Le parquet de Bordeaux avait mis sept ans pour faire condamner à deux ans de prison avec sursis deux flics qui avaient assassiné un innocent. Pour créer la légende Portail, pour enserrer l’homme dans l’étau, pour annihiler les droits imprescriptibles de la défense, le parquet de Versailles a été incomparablement plus rapide.

Dès le lendemain, la complicité de certains journaleux et des flics était scellé.

Tous les « pisse-copies » qui dans les matins sales vont trier leur pâture dans les corbeilles graisseuses des commissariats de quartiers se mettaient à l’œuvre.

La silhouette de l’homme en fuite projectait à la une des feuilles d’informations son expression très « série noire »… Portail le dur, l’Américain, Portail le tueur, Portail l’ennemi nº 1. Cet homme est dangereux ! Alerte à toutes les polices, à tous les ports, à tous les « honnêtes » auxiliaires de la Police outragée !

Dix jours après, tout s’effondrait. Portail, tirant la jambe, démuni d’argent, pâle, la faim au ventre, était arrêté dans un bateau ancré au bord de la Seine où, démuni de tout, il cachait son désarroi. Le visage falot de l’homme apparaissait giflant la presse à sensations où son complexe « Peter Cheney » s’étalait d’une encre encore humide.

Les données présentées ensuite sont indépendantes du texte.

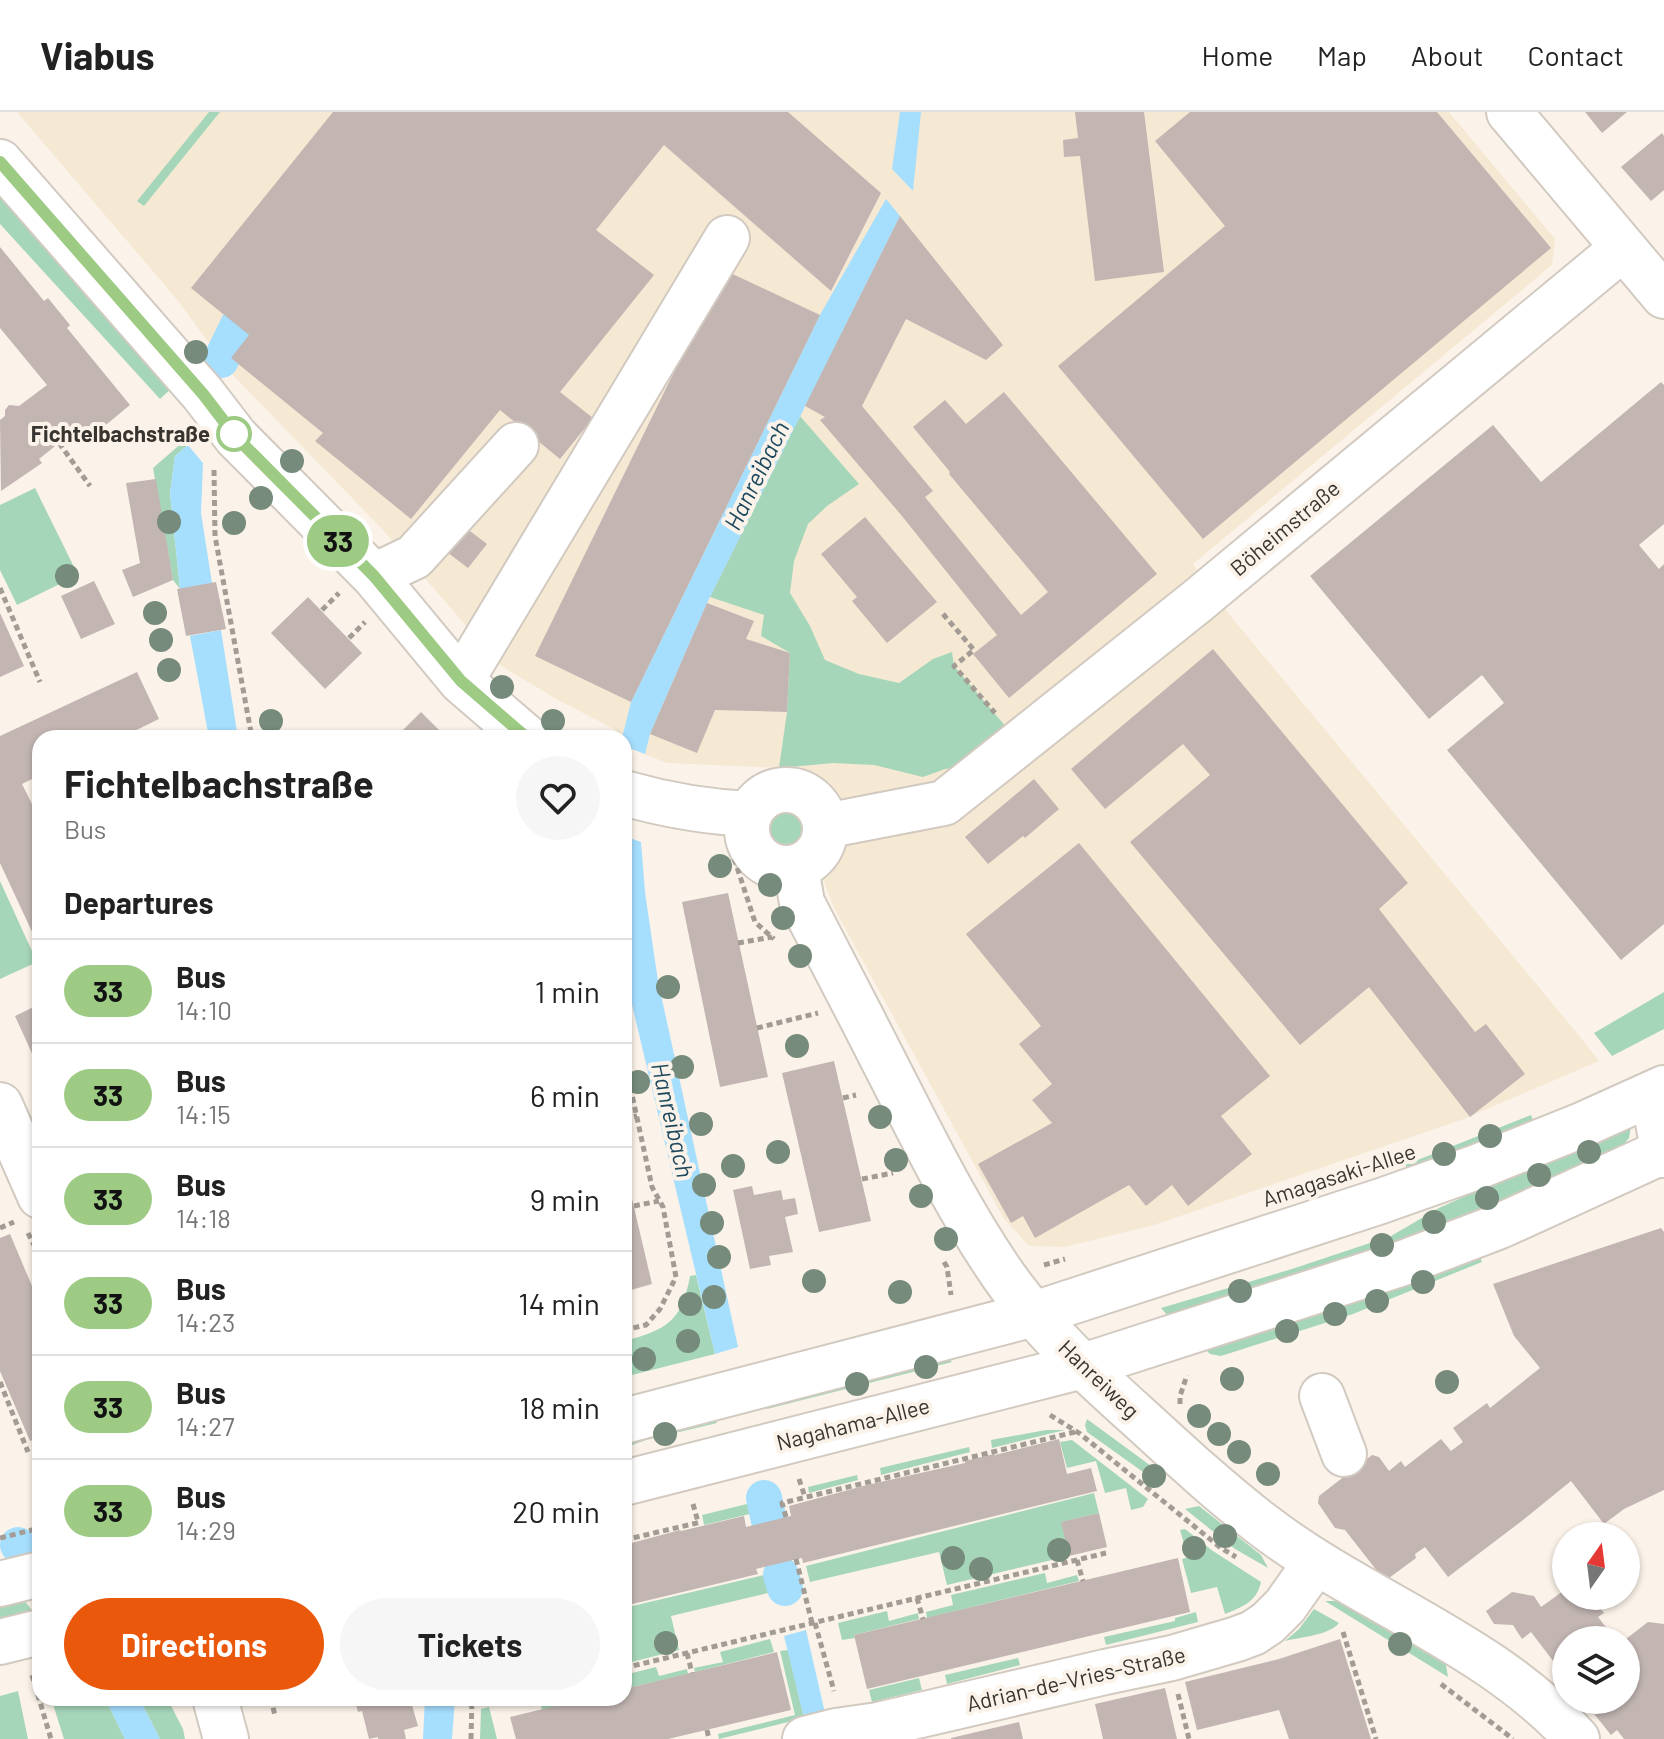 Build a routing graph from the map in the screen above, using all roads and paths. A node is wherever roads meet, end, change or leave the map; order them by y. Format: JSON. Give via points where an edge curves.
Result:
{"nodes":[{"id":1,"x":1509,"y":112,"type":"edge"},
{"id":2,"x":0,"y":162,"type":"edge"},
{"id":3,"x":727,"y":238,"type":"dead end"},
{"id":4,"x":1623,"y":248,"type":"junction"},
{"id":5,"x":1664,"y":296,"type":"edge"},
{"id":6,"x":236,"y":437,"type":"junction"},
{"id":7,"x":59,"y":443,"type":"dead end"},
{"id":8,"x":516,"y":445,"type":"dead end"},
{"id":9,"x":90,"y":486,"type":"dead end"},
{"id":10,"x":0,"y":588,"type":"edge"},
{"id":11,"x":363,"y":594,"type":"junction"},
{"id":12,"x":322,"y":610,"type":"dead end"},
{"id":13,"x":943,"y":614,"type":"dead end"},
{"id":14,"x":349,"y":638,"type":"dead end"},
{"id":15,"x":461,"y":681,"type":"junction"},
{"id":16,"x":40,"y":682,"type":"dead end"},
{"id":17,"x":251,"y":730,"type":"edge"},
{"id":18,"x":518,"y":730,"type":"edge"},
{"id":19,"x":1020,"y":743,"type":"junction"},
{"id":20,"x":639,"y":797,"type":"edge"},
{"id":21,"x":814,"y":810,"type":"junction"},
{"id":22,"x":738,"y":813,"type":"junction"},
{"id":23,"x":796,"y":867,"type":"junction"},
{"id":24,"x":755,"y":922,"type":"dead end"},
{"id":25,"x":772,"y":937,"type":"dead end"},
{"id":26,"x":738,"y":943,"type":"dead end"},
{"id":27,"x":821,"y":1012,"type":"dead end"},
{"id":28,"x":757,"y":1028,"type":"dead end"},
{"id":29,"x":1664,"y":1088,"type":"edge"},
{"id":30,"x":632,"y":1094,"type":"edge"},
{"id":31,"x":857,"y":1094,"type":"dead end"},
{"id":32,"x":843,"y":1098,"type":"dead end"},
{"id":33,"x":0,"y":1105,"type":"edge"},
{"id":34,"x":637,"y":1116,"type":"junction"},
{"id":35,"x":632,"y":1117,"type":"edge"},
{"id":36,"x":1664,"y":1144,"type":"edge"},
{"id":37,"x":893,"y":1173,"type":"dead end"},
{"id":38,"x":32,"y":1178,"type":"edge"},
{"id":39,"x":862,"y":1179,"type":"dead end"},
{"id":40,"x":659,"y":1201,"type":"junction"},
{"id":41,"x":634,"y":1206,"type":"dead end"},
{"id":42,"x":1073,"y":1257,"type":"dead end"},
{"id":43,"x":1004,"y":1276,"type":"junction"},
{"id":44,"x":1034,"y":1314,"type":"junction"},
{"id":45,"x":632,"y":1328,"type":"edge"},
{"id":46,"x":1083,"y":1366,"type":"junction"},
{"id":47,"x":0,"y":1382,"type":"edge"},
{"id":48,"x":1322,"y":1396,"type":"dead end"},
{"id":49,"x":1043,"y":1410,"type":"dead end"},
{"id":50,"x":632,"y":1419,"type":"edge"},
{"id":51,"x":1076,"y":1431,"type":"junction"},
{"id":52,"x":28,"y":1452,"type":"dead end"},
{"id":53,"x":1344,"y":1454,"type":"dead end"},
{"id":54,"x":787,"y":1462,"type":"junction"},
{"id":55,"x":632,"y":1481,"type":"edge"},
{"id":56,"x":805,"y":1498,"type":"junction"},
{"id":57,"x":693,"y":1504,"type":"dead end"},
{"id":58,"x":786,"y":1517,"type":"dead end"},
{"id":59,"x":32,"y":1530,"type":"edge"},
{"id":60,"x":0,"y":1538,"type":"edge"},
{"id":61,"x":632,"y":1538,"type":"edge"},
{"id":62,"x":1106,"y":1553,"type":"dead end"},
{"id":63,"x":796,"y":1559,"type":"dead end"},
{"id":64,"x":1077,"y":1560,"type":"junction"},
{"id":65,"x":1243,"y":1562,"type":"dead end"},
{"id":66,"x":1316,"y":1562,"type":"junction"},
{"id":67,"x":1083,"y":1581,"type":"dead end"},
{"id":68,"x":917,"y":1598,"type":"junction"},
{"id":69,"x":923,"y":1619,"type":"dead end"},
{"id":70,"x":812,"y":1623,"type":"junction"},
{"id":71,"x":1343,"y":1632,"type":"dead end"},
{"id":72,"x":32,"y":1634,"type":"edge"},
{"id":73,"x":0,"y":1642,"type":"edge"},
{"id":74,"x":687,"y":1653,"type":"junction"},
{"id":75,"x":632,"y":1666,"type":"edge"},
{"id":76,"x":692,"y":1673,"type":"dead end"},
{"id":77,"x":41,"y":1706,"type":"edge"},
{"id":78,"x":217,"y":1706,"type":"edge"},
{"id":79,"x":273,"y":1706,"type":"edge"},
{"id":80,"x":472,"y":1706,"type":"edge"},
{"id":81,"x":275,"y":1716,"type":"dead end"},
{"id":82,"x":847,"y":1727,"type":"edge"},
{"id":83,"x":707,"y":1730,"type":"dead end"},
{"id":84,"x":51,"y":1739,"type":"edge"},
{"id":85,"x":226,"y":1739,"type":"edge"},
{"id":86,"x":471,"y":1739,"type":"edge"},
{"id":87,"x":709,"y":1739,"type":"edge"},
{"id":88,"x":1376,"y":1739,"type":"edge"},
{"id":89,"x":1577,"y":1739,"type":"edge"}],
"edges":[{"from":1,"to":4,"type":"street"},
{"from":2,"to":6,"type":"street"},
{"from":3,"to":15,"type":"street"},
{"from":4,"to":5,"type":"street"},
{"from":4,"to":19,"type":"street","name":"Böheimstraße"},
{"from":6,"to":11,"type":"street"},
{"from":6,"to":17,"type":"path","via":[[213,458],[215,536]]},
{"from":7,"to":9,"type":"path"},
{"from":8,"to":11,"type":"street","via":[[414,557]]},
{"from":10,"to":16,"type":"path"},
{"from":11,"to":12,"type":"path"},
{"from":11,"to":14,"type":"path"},
{"from":11,"to":15,"type":"street"},
{"from":13,"to":19,"type":"path","via":[[974,650],[954,666]]},
{"from":15,"to":18,"type":"street"},
{"from":19,"to":21,"type":"street","name":"Böheimstraße","via":[[944,803],[872,788]]},
{"from":20,"to":22,"type":"street"},
{"from":21,"to":22,"type":"street","name":"Böheimstraße","via":[[790,790],[777,791]]},
{"from":21,"to":23,"type":"street","via":[[823,839],[818,851]]},
{"from":22,"to":23,"type":"street","via":[[761,859]]},
{"from":22,"to":24,"type":"path","via":[[729,843]]},
{"from":23,"to":43,"type":"street","name":"Hanreiweg","via":[[802,903],[942,1174]]},
{"from":25,"to":26,"type":"path"},
{"from":27,"to":28,"type":"path"},
{"from":29,"to":44,"type":"street","name":"Amagasaki-Allee","via":[[1477,1167]]},
{"from":30,"to":34,"type":"path"},
{"from":31,"to":32,"type":"path"},
{"from":33,"to":38,"type":"street"},
{"from":34,"to":35,"type":"path"},
{"from":34,"to":40,"type":"path"},
{"from":36,"to":46,"type":"street","via":[[1455,1244]]},
{"from":37,"to":39,"type":"path"},
{"from":40,"to":41,"type":"path"},
{"from":40,"to":45,"type":"path","via":[[676,1277],[660,1309],[646,1325]]},
{"from":42,"to":43,"type":"path"},
{"from":43,"to":44,"type":"street","name":"Hanreiweg"},
{"from":44,"to":46,"type":"street","name":"Hanreiweg"},
{"from":44,"to":50,"type":"street"},
{"from":46,"to":54,"type":"street","name":"Nagahama-Allee"},
{"from":46,"to":66,"type":"street","name":"Hanreiweg","via":[[1202,1475]]},
{"from":47,"to":52,"type":"path"},
{"from":48,"to":53,"type":"street"},
{"from":49,"to":51,"type":"path"},
{"from":51,"to":56,"type":"path"},
{"from":51,"to":65,"type":"path"},
{"from":54,"to":55,"type":"street","name":"Nagahama-Allee","via":[[725,1457]]},
{"from":54,"to":56,"type":"path"},
{"from":56,"to":58,"type":"path","via":[[782,1503]]},
{"from":57,"to":61,"type":"path","via":[[699,1522]]},
{"from":59,"to":60,"type":"path"},
{"from":62,"to":64,"type":"path"},
{"from":63,"to":70,"type":"path"},
{"from":64,"to":67,"type":"path"},
{"from":64,"to":68,"type":"path"},
{"from":66,"to":82,"type":"street","name":"Adrian-de-Vries-Straße","via":[[1268,1623],[1237,1639],[1172,1658]]},
{"from":66,"to":89,"type":"street","name":"Hanreiweg","via":[[1493,1666]]},
{"from":68,"to":69,"type":"path"},
{"from":68,"to":70,"type":"path"},
{"from":70,"to":74,"type":"path"},
{"from":70,"to":82,"type":"path"},
{"from":71,"to":88,"type":"path"},
{"from":72,"to":73,"type":"street"},
{"from":74,"to":75,"type":"path"},
{"from":74,"to":76,"type":"path"},
{"from":77,"to":84,"type":"path"},
{"from":78,"to":85,"type":"street"},
{"from":79,"to":81,"type":"path"},
{"from":80,"to":86,"type":"path"},
{"from":83,"to":87,"type":"path"}]}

Cependant que sur les lieux du drame, notre ami Georges Arnaud, exerçant sa profession de journaliste, découvrait l’impact d’une balle tirée sur Portail par l’agent Grimber.

Tout était remis en cause ! - le cas Portail changeait d’aspect. L’homme pouvait sauver sa tête. Je le répète, je ne connais pas Portail. J’ai en horreur les lois qui rgissent l’appareil de répression. Mais enfin ces lois existent… et dans leur cadre, Portail sauvait l’essentiel. On pouvait le croire !

À la suite du rapport d’experts, dont la compétence a été démontrée au cours d’autres assises dont le souvenir est encore dans toues les mémoires, la trace de la balle tirée sur Portail est devenue la trace d’un clou. La propriétaire du mur où elle s’est logée, qu’avant le drame aucune trace n’existait, se rétracte, ne se souvient plus de rien. Un sieur Reliquet, procureur de la République de son état, injurie Georges Arnaud, témoin cité par la défense auquel il reproche en particulier son drame magnifique Les Aveux les plus doux que les lecteurs parisiens ont pu applaudir à notre gala. Mieux, le président, bafouant les droits de la défense, retire la parole à l’écrivain indigné. L’agent Hainaut est pris en flagrant délit de mensonge ; rassurons-nous personne ne songe à la poursuivre pour injure à la magistrature. Enfin, pour situer ce meurtre, le Parquet a fait donner la garde. Le général Navarre, un connaisseur, personne ne le niera, est présent.

Malgré les pressions éhontées de la magistrature, malgré le tripotage des pièces à conviction, malgré l’orientation des témoignages, malgré les pressions de toutes sortes, le jury a repoussé la préméditation. Portail échappe à la peine de mort.

C’est un camouflet à l’institution du droit divin ramenée rudement dans le cadre d’une loi certes abominable mais que ces gens-là, au nom de l’intérêt supérieur de leur clan, s’apprêtaient à violer.

Le cas Portail, en dehors du fait moral de l’affaire proprement dite et que chacun est libre d’apprécier à travers son optique particulière est révélateur des méthodes actuellement en honneur dans ce pays. Magistrats et police forcément associés dans la défense et le maintien de privilèges qui font d’eux des intouchables, règnent avec arrogance sur la multitude, auréolés d’une atmosphère d’infaillibilité que cette multitude a eu le tort de leur tolérer et auxquels ils se cramponnent par tous les moyens.